Required action. Check each line of the material. Copy those containing "points".
*** Supplied data ***
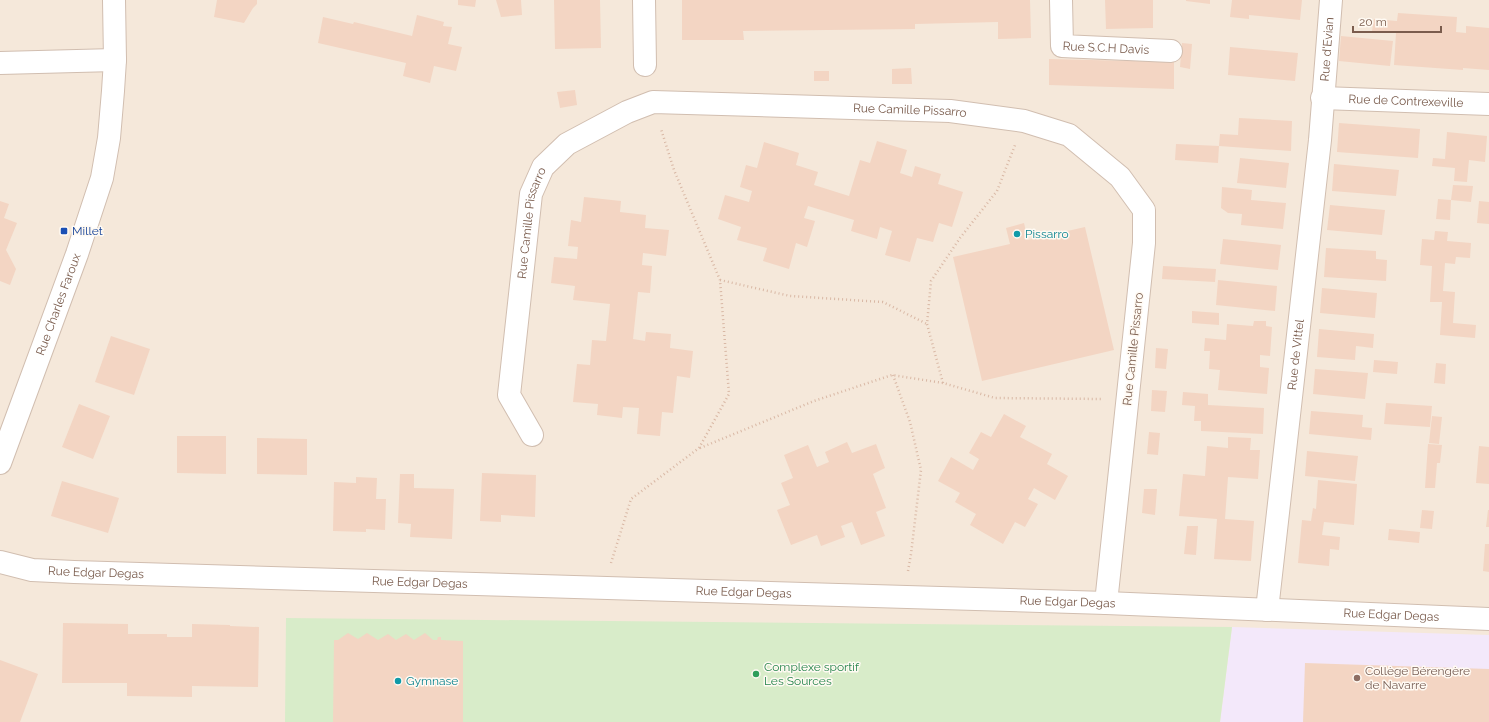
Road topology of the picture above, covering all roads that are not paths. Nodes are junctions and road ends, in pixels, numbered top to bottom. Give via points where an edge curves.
*** End of Supplied data ***
*** Supplied data ***
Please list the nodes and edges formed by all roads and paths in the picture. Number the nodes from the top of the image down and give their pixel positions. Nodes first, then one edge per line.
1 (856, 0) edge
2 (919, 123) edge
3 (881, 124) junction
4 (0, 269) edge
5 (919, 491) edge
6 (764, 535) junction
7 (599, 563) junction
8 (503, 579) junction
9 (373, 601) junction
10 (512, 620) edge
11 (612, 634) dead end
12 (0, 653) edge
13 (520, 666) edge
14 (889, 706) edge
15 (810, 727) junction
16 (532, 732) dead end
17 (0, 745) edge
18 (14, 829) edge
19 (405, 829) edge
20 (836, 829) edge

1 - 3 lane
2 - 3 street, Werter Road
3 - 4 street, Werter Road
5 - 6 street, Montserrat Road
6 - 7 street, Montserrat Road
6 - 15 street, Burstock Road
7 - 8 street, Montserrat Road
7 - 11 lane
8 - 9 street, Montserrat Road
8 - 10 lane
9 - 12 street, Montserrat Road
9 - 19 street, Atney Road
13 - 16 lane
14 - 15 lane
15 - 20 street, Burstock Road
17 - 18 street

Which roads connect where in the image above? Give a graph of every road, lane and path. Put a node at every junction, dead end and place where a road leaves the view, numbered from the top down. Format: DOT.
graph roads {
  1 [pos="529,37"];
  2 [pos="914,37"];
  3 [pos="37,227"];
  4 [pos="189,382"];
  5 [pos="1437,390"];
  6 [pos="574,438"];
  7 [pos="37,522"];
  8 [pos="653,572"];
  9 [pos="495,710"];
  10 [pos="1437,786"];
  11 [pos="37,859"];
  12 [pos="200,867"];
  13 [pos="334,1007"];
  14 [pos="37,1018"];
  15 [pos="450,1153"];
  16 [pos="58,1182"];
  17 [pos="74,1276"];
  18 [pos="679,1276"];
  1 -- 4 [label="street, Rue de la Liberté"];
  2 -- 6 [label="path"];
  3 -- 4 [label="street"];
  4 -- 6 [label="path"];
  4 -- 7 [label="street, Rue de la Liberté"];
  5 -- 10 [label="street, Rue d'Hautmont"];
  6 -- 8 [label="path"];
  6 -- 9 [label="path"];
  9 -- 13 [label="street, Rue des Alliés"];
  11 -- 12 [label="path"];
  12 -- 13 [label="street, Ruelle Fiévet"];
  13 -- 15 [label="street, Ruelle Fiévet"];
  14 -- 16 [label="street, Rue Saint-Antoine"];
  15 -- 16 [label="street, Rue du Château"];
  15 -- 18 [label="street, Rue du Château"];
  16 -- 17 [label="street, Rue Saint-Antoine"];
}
*** End of Supplied data ***
*** Supplied data ***
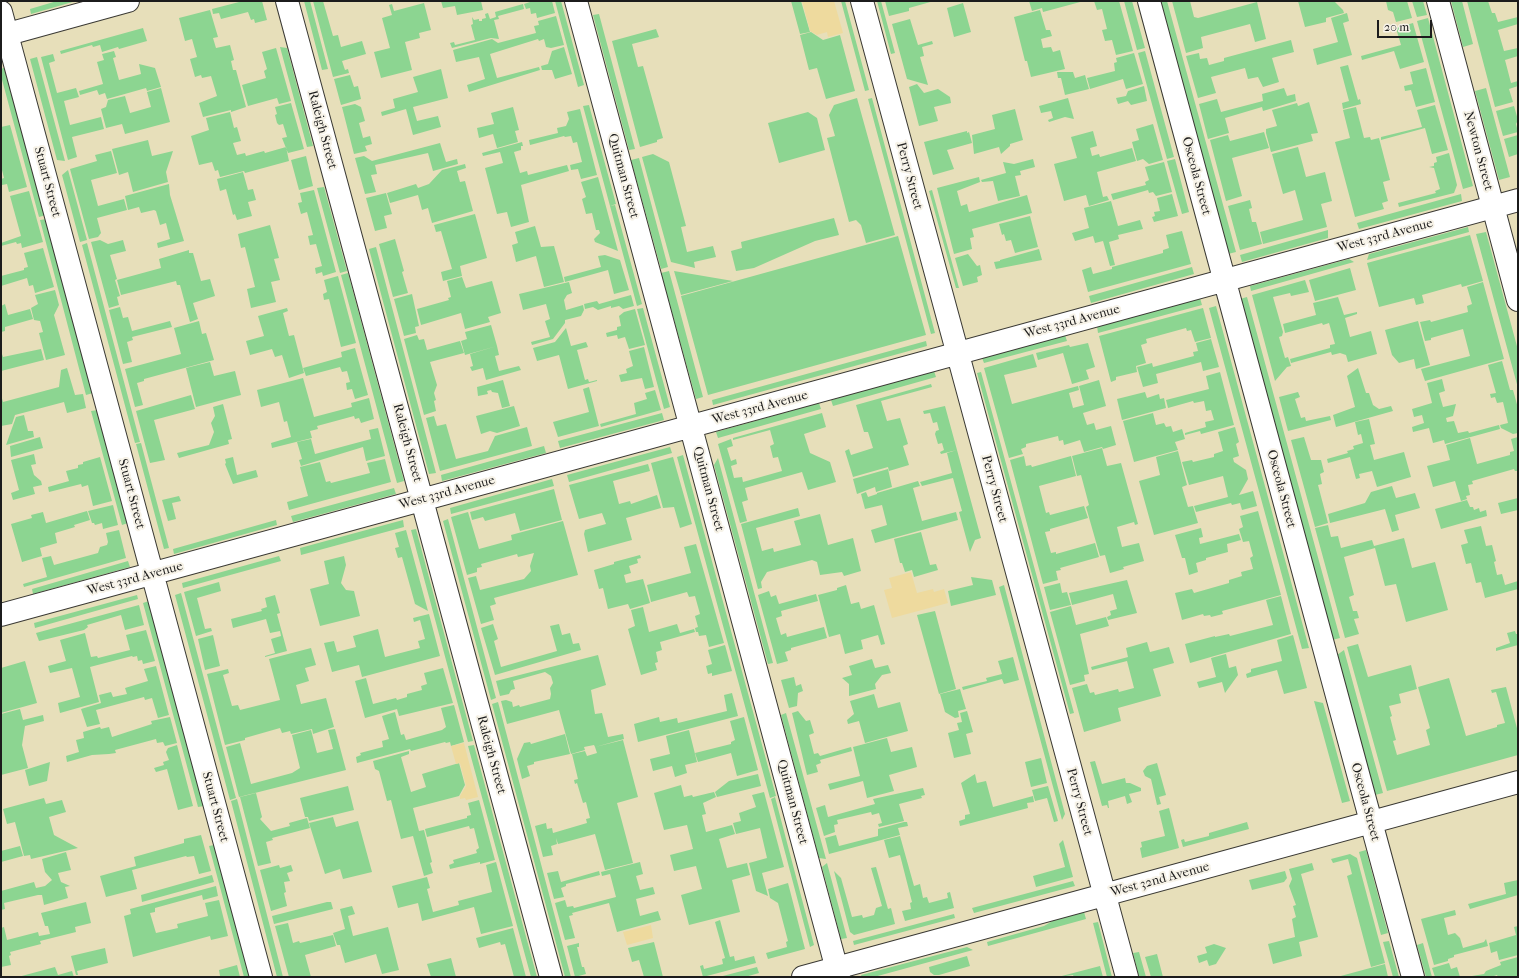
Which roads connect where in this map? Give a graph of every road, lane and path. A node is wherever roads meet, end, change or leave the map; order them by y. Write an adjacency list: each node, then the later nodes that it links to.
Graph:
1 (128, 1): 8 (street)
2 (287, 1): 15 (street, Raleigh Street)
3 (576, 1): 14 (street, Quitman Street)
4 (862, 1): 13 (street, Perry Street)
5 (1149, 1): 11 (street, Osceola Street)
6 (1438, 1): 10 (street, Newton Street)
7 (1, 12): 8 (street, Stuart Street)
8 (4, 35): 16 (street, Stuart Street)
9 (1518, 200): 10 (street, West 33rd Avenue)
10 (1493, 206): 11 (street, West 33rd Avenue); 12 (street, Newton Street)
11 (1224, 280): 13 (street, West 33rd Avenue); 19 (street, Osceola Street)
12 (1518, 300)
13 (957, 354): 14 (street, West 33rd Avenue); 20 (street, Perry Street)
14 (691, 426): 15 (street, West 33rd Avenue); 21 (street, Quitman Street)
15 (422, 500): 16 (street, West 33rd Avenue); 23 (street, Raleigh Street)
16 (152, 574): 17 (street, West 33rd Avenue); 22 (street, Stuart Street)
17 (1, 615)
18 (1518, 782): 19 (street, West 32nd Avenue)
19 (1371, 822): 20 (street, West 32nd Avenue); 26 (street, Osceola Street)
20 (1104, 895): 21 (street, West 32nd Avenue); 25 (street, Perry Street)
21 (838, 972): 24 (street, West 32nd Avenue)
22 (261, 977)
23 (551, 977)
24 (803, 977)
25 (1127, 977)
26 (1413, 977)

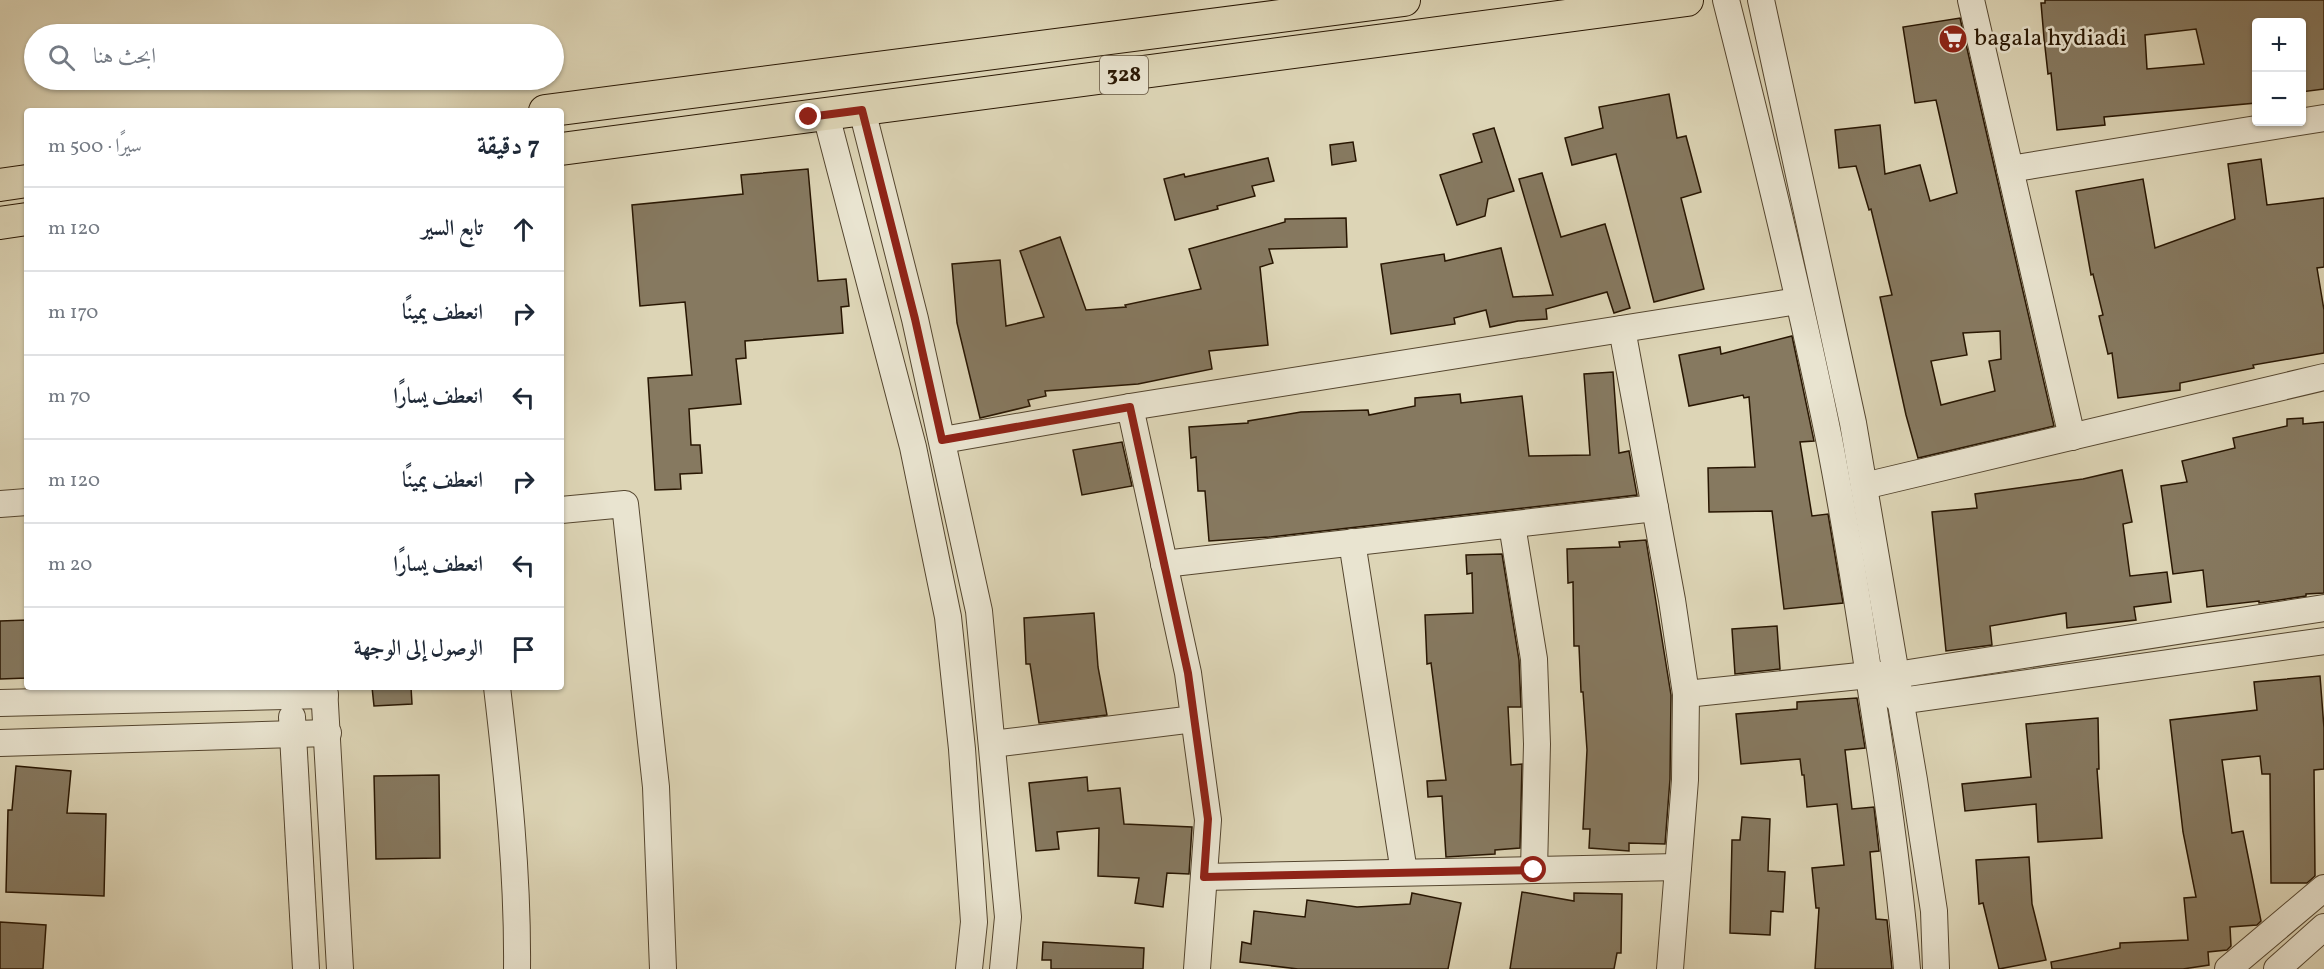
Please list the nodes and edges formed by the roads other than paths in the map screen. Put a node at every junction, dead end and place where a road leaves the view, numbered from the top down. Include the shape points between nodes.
*** End of Supplied data ***
Result of the exercise.
Road topology of the picture above, covering all roads that are not paths. Nodes are junctions and road ends, in pixels, numbered top to bottom. Give via points where an edge curves.
Please list the nodes and edges formed by the roads other than paths in the map screen. Put a node at every junction, dead end and place where a road leaves the view, numbered from the top down. Include the shape points between nodes.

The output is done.